▶ _REQUIREMENT_: Give the number of lines in the records below that contain the word "Mvaba", and nothing more.

▶ _GIVEN DATA_:
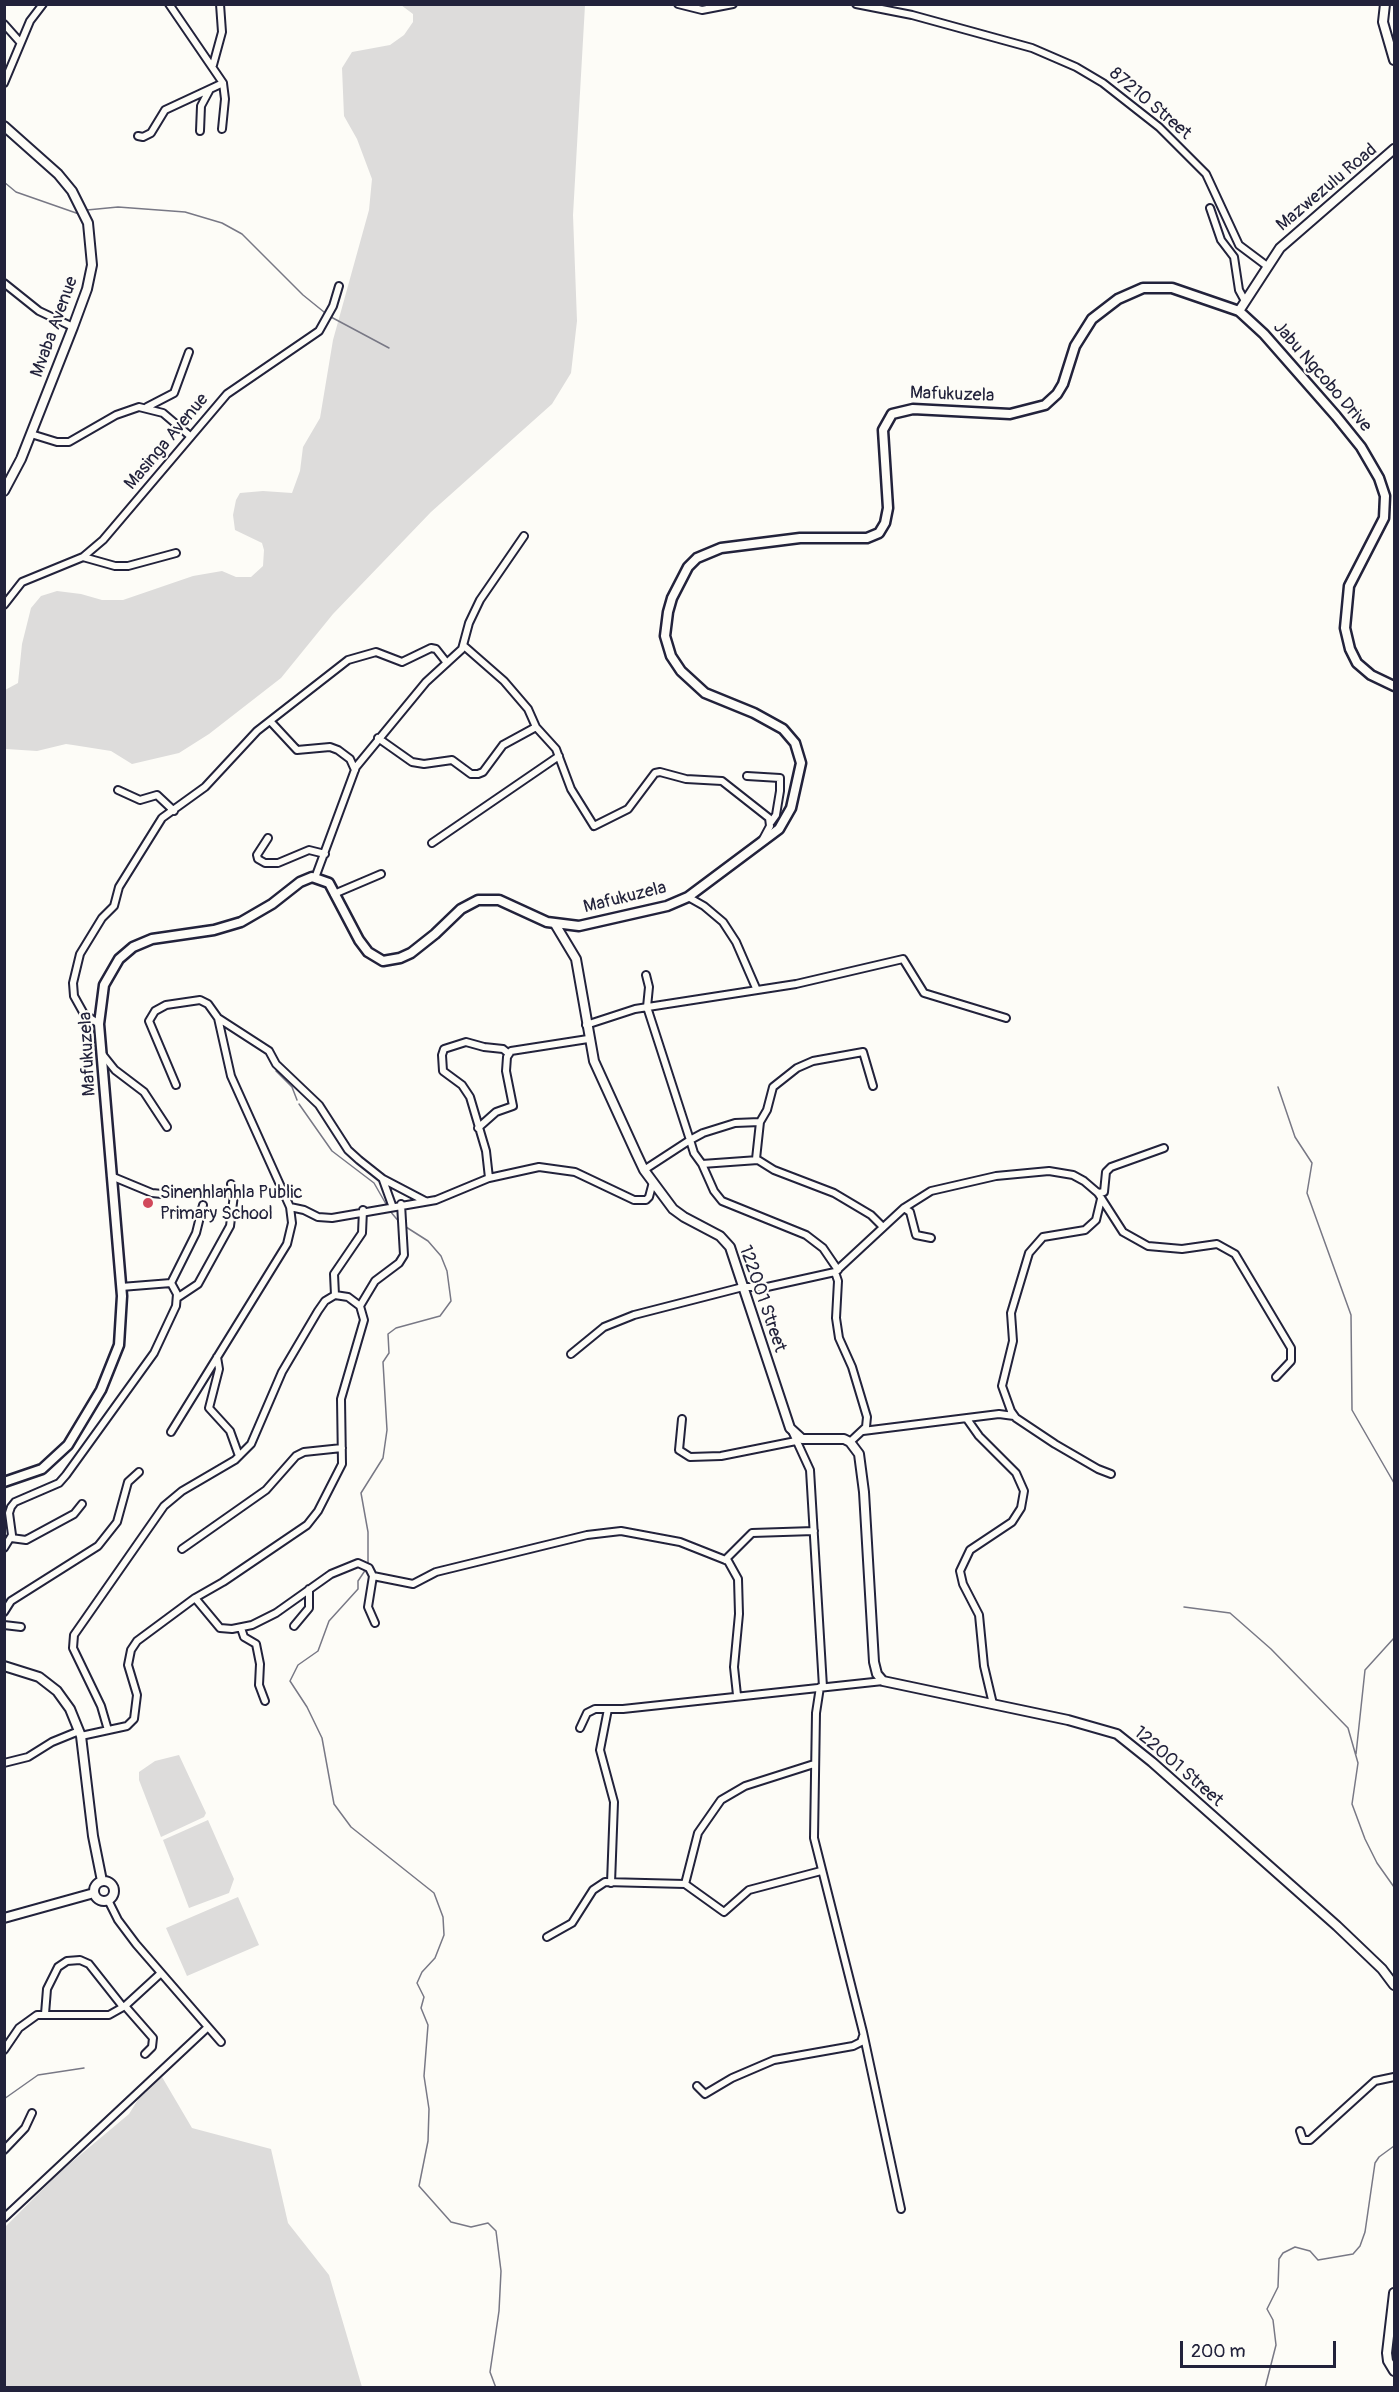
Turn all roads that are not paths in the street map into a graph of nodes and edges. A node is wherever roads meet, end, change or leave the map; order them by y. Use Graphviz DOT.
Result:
graph roads {
  1 [pos="43,4"];
  2 [pos="169,4"];
  3 [pos="220,4"];
  4 [pos="678,4"];
  5 [pos="733,4"];
  6 [pos="856,4"];
  7 [pos="1385,4"];
  8 [pos="4,24"];
  9 [pos="20,42"];
  10 [pos="1395,60"];
  11 [pos="213,65"];
  12 [pos="4,83"];
  13 [pos="223,83"];
  14 [pos="212,88"];
  15 [pos="4,126"];
  16 [pos="222,129"];
  17 [pos="200,131"];
  18 [pos="138,136"];
  19 [pos="1395,149"];
  20 [pos="1210,208"];
  21 [pos="1267,266"];
  22 [pos="4,282"];
  23 [pos="339,286"];
  24 [pos="1245,301"];
  25 [pos="1239,311"];
  26 [pos="73,327"];
  27 [pos="189,352"];
  28 [pos="147,407"];
  29 [pos="31,434"];
  30 [pos="190,436"];
  31 [pos="8,481"];
  32 [pos="4,491"];
  33 [pos="524,537"];
  34 [pos="176,553"];
  35 [pos="83,557"];
  36 [pos="4,605"];
  37 [pos="464,646"];
  38 [pos="447,663"];
  39 [pos="1395,686"];
  40 [pos="271,722"];
  41 [pos="536,727"];
  42 [pos="378,738"];
  43 [pos="559,756"];
  44 [pos="355,770"];
  45 [pos="747,776"];
  46 [pos="118,790"];
  47 [pos="174,811"];
  48 [pos="771,822"];
  49 [pos="268,838"];
  50 [pos="432,843"];
  51 [pos="761,844"];
  52 [pos="325,854"];
  53 [pos="381,874"];
  54 [pos="315,878"];
  55 [pos="334,894"];
  56 [pos="688,897"];
  57 [pos="555,924"];
  58 [pos="646,975"];
  59 [pos="756,988"];
  60 [pos="647,1007"];
  61 [pos="218,1018"];
  62 [pos="1006,1018"];
  63 [pos="99,1024"];
  64 [pos="586,1025"];
  65 [pos="588,1039"];
  66 [pos="509,1054"];
  67 [pos="103,1055"];
  68 [pos="176,1085"];
  69 [pos="873,1086"];
  70 [pos="760,1122"];
  71 [pos="167,1127"];
  72 [pos="478,1128"];
  73 [pos="690,1140"];
  74 [pos="1164,1148"];
  75 [pos="756,1159"];
  76 [pos="702,1164"];
  77 [pos="645,1170"];
  78 [pos="111,1176"];
  79 [pos="489,1178"];
  80 [pos="383,1179"];
  81 [pos="653,1181"];
  82 [pos="231,1184"];
  83 [pos="170,1190"];
  84 [pos="1100,1196"];
  85 [pos="425,1201"];
  86 [pos="401,1204"];
  87 [pos="204,1205"];
  88 [pos="392,1205"];
  89 [pos="290,1207"];
  90 [pos="904,1208"];
  91 [pos="363,1210"];
  92 [pos="883,1227"];
  93 [pos="931,1238"];
  94 [pos="836,1270"];
  95 [pos="171,1283"];
  96 [pos="121,1287"];
  97 [pos="743,1287"];
  98 [pos="334,1295"];
  99 [pos="177,1298"];
  100 [pos="360,1306"];
  101 [pos="571,1354"];
  102 [pos="217,1357"];
  103 [pos="1276,1377"];
  104 [pos="1015,1417"];
  105 [pos="682,1419"];
  106 [pos="967,1419"];
  107 [pos="863,1431"];
  108 [pos="171,1432"];
  109 [pos="795,1437"];
  110 [pos="850,1442"];
  111 [pos="342,1448"];
  112 [pos="239,1456"];
  113 [pos="139,1472"];
  114 [pos="1111,1474"];
  115 [pos="4,1482"];
  116 [pos="82,1504"];
  117 [pos="814,1531"];
  118 [pos="11,1538"];
  119 [pos="4,1548"];
  120 [pos="182,1549"];
  121 [pos="725,1560"];
  122 [pos="373,1576"];
  123 [pos="309,1589"];
  124 [pos="195,1598"];
  125 [pos="4,1612"];
  126 [pos="375,1623"];
  127 [pos="4,1625"];
  128 [pos="294,1626"];
  129 [pos="21,1627"];
  130 [pos="241,1628"];
  131 [pos="4,1666"];
  132 [pos="883,1681"];
  133 [pos="822,1687"];
  134 [pos="737,1695"];
  135 [pos="265,1701"];
  136 [pos="993,1704"];
  137 [pos="608,1709"];
  138 [pos="580,1728"];
  139 [pos="108,1730"];
  140 [pos="80,1734"];
  141 [pos="4,1763"];
  142 [pos="814,1764"];
  143 [pos="821,1871"];
  144 [pos="102,1881"];
  145 [pos="610,1883"];
  146 [pos="685,1884"];
  147 [pos="94,1893"];
  148 [pos="108,1899"];
  149 [pos="4,1918"];
  150 [pos="547,1937"];
  151 [pos="161,1973"];
  152 [pos="1395,1985"];
  153 [pos="124,2007"];
  154 [pos="45,2014"];
  155 [pos="208,2028"];
  156 [pos="863,2032"];
  157 [pos="221,2042"];
  158 [pos="4,2050"];
  159 [pos="145,2054"];
  160 [pos="1395,2077"];
  161 [pos="697,2086"];
  162 [pos="32,2113"];
  163 [pos="1300,2131"];
  164 [pos="4,2150"];
  165 [pos="901,2209"];
  166 [pos="4,2218"];
  167 [pos="1395,2293"];
  168 [pos="1395,2371"];
  1 -- 9 [label="street"];
  2 -- 11 [label="street"];
  3 -- 11 [label="street"];
  4 -- 5 [label="street"];
  6 -- 21 [label="street, 87210 Street"];
  7 -- 10 [label="street"];
  8 -- 9 [label="street"];
  9 -- 12 [label="street"];
  11 -- 13 [label="street"];
  13 -- 14 [label="street"];
  13 -- 16 [label="street"];
  14 -- 17 [label="street"];
  14 -- 18 [label="street"];
  15 -- 26 [label="street, Mvaba Avenue"];
  19 -- 21 [label="street, Mazwezulu Road"];
  20 -- 24 [label="street"];
  21 -- 24 [label="street, Mazwezulu Road"];
  22 -- 26 [label="street"];
  23 -- 30 [label="street, Masinga Avenue"];
  24 -- 25 [label="street, Mazwezulu Road"];
  25 -- 39 [label="main road, Jabu Ngcobo Drive"];
  25 -- 51 [label="main road, Mafukuzela"];
  26 -- 29 [label="street, Mvaba Avenue"];
  27 -- 28 [label="street"];
  28 -- 29 [label="street"];
  28 -- 30 [label="street"];
  29 -- 31 [label="street, Mvaba Avenue"];
  30 -- 35 [label="street, Masinga Avenue"];
  31 -- 32 [label="street, Mvaba Avenue"];
  33 -- 37 [label="street"];
  34 -- 35 [label="street"];
  35 -- 36 [label="street, Masinga Avenue"];
  37 -- 38 [label="street"];
  37 -- 41 [label="street"];
  38 -- 40 [label="street"];
  38 -- 42 [label="street"];
  40 -- 44 [label="street"];
  40 -- 47 [label="street"];
  41 -- 42 [label="street"];
  41 -- 43 [label="street"];
  42 -- 44 [label="street"];
  43 -- 48 [label="street"];
  43 -- 50 [label="street"];
  44 -- 52 [label="street"];
  45 -- 48 [label="street"];
  46 -- 47 [label="street"];
  47 -- 63 [label="street"];
  48 -- 51 [label="street"];
  49 -- 52 [label="street"];
  51 -- 56 [label="main road, Mafukuzela"];
  52 -- 54 [label="street"];
  53 -- 55 [label="street"];
  54 -- 55 [label="main road, Mafukuzela"];
  54 -- 63 [label="main road, Mafukuzela"];
  55 -- 57 [label="main road, Mafukuzela"];
  56 -- 57 [label="main road, Mafukuzela"];
  56 -- 59 [label="street"];
  57 -- 64 [label="street, 122001 Street"];
  58 -- 60 [label="street"];
  59 -- 60 [label="street"];
  59 -- 62 [label="street"];
  60 -- 64 [label="street"];
  60 -- 73 [label="street"];
  61 -- 68 [label="street"];
  61 -- 80 [label="street"];
  61 -- 89 [label="street"];
  63 -- 67 [label="main road, Mafukuzela"];
  64 -- 65 [label="street, 122001 Street"];
  65 -- 66 [label="street"];
  65 -- 77 [label="street, 122001 Street"];
  66 -- 72 [label="street"];
  66 -- 72 [label="street"];
  67 -- 71 [label="street"];
  67 -- 78 [label="main road, Mafukuzela"];
  69 -- 70 [label="street"];
  70 -- 73 [label="street"];
  70 -- 75 [label="street"];
  72 -- 79 [label="street"];
  73 -- 76 [label="street"];
  73 -- 77 [label="street"];
  74 -- 84 [label="street"];
  75 -- 76 [label="street"];
  75 -- 92 [label="street"];
  76 -- 94 [label="street"];
  77 -- 81 [label="street, 122001 Street"];
  78 -- 83 [label="street"];
  78 -- 96 [label="main road, Mafukuzela"];
  79 -- 81 [label="street"];
  79 -- 85 [label="street"];
  80 -- 85 [label="street"];
  80 -- 88 [label="street"];
  81 -- 97 [label="street, 122001 Street"];
  82 -- 99 [label="street"];
  84 -- 90 [label="street"];
  84 -- 103 [label="street"];
  84 -- 104 [label="street"];
  85 -- 86 [label="street"];
  86 -- 88 [label="street"];
  86 -- 100 [label="street"];
  87 -- 95 [label="street"];
  88 -- 91 [label="street"];
  89 -- 91 [label="street"];
  89 -- 102 [label="street"];
  90 -- 92 [label="street"];
  90 -- 93 [label="street"];
  91 -- 98 [label="street"];
  92 -- 94 [label="street"];
  94 -- 97 [label="street"];
  94 -- 107 [label="street"];
  95 -- 96 [label="street"];
  95 -- 99 [label="street"];
  96 -- 115 [label="main road, Mafukuzela"];
  97 -- 101 [label="street"];
  97 -- 109 [label="street, 122001 Street"];
  98 -- 100 [label="street"];
  98 -- 112 [label="street"];
  99 -- 118 [label="street"];
  100 -- 111 [label="street"];
  102 -- 108 [label="street"];
  102 -- 112 [label="street"];
  104 -- 106 [label="street"];
  104 -- 114 [label="street"];
  105 -- 109 [label="street"];
  106 -- 107 [label="street"];
  106 -- 136 [label="street"];
  107 -- 110 [label="street"];
  109 -- 110 [label="street"];
  109 -- 117 [label="street"];
  110 -- 132 [label="street"];
  111 -- 120 [label="street"];
  111 -- 124 [label="street"];
  112 -- 139 [label="street"];
  113 -- 125 [label="street"];
  116 -- 118 [label="street"];
  117 -- 121 [label="street"];
  117 -- 133 [label="street"];
  118 -- 119 [label="street"];
  121 -- 122 [label="street"];
  121 -- 134 [label="street"];
  122 -- 123 [label="street"];
  122 -- 126 [label="street"];
  123 -- 128 [label="street"];
  123 -- 130 [label="street"];
  124 -- 130 [label="street"];
  124 -- 139 [label="street"];
  127 -- 129 [label="street"];
  130 -- 135 [label="street"];
  131 -- 140 [label="street"];
  132 -- 133 [label="street, 122001 Street"];
  132 -- 136 [label="street, 122001 Street"];
  133 -- 134 [label="street, 122001 Street"];
  133 -- 142 [label="street"];
  134 -- 137 [label="street, 122001 Street"];
  136 -- 152 [label="street, 122001 Street"];
  137 -- 138 [label="street, 122001 Street"];
  137 -- 145 [label="street"];
  139 -- 140 [label="street"];
  140 -- 141 [label="street"];
  140 -- 144 [label="street"];
  142 -- 143 [label="street"];
  142 -- 146 [label="street"];
  143 -- 146 [label="street"];
  143 -- 156 [label="street"];
  144 -- 147 [label="street"];
  144 -- 148 [label="street"];
  145 -- 146 [label="street"];
  145 -- 150 [label="street"];
  147 -- 148 [label="street"];
  147 -- 149 [label="street"];
  148 -- 151 [label="street"];
  151 -- 153 [label="street"];
  151 -- 155 [label="street"];
  153 -- 154 [label="street"];
  153 -- 154 [label="street"];
  153 -- 159 [label="street"];
  154 -- 158 [label="street"];
  155 -- 157 [label="street"];
  155 -- 166 [label="street"];
  156 -- 161 [label="street"];
  156 -- 165 [label="street"];
  160 -- 163 [label="street"];
  162 -- 164 [label="street"];
  167 -- 168 [label="street"];
}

▶ _ANSWER FOR THE TASK_: 4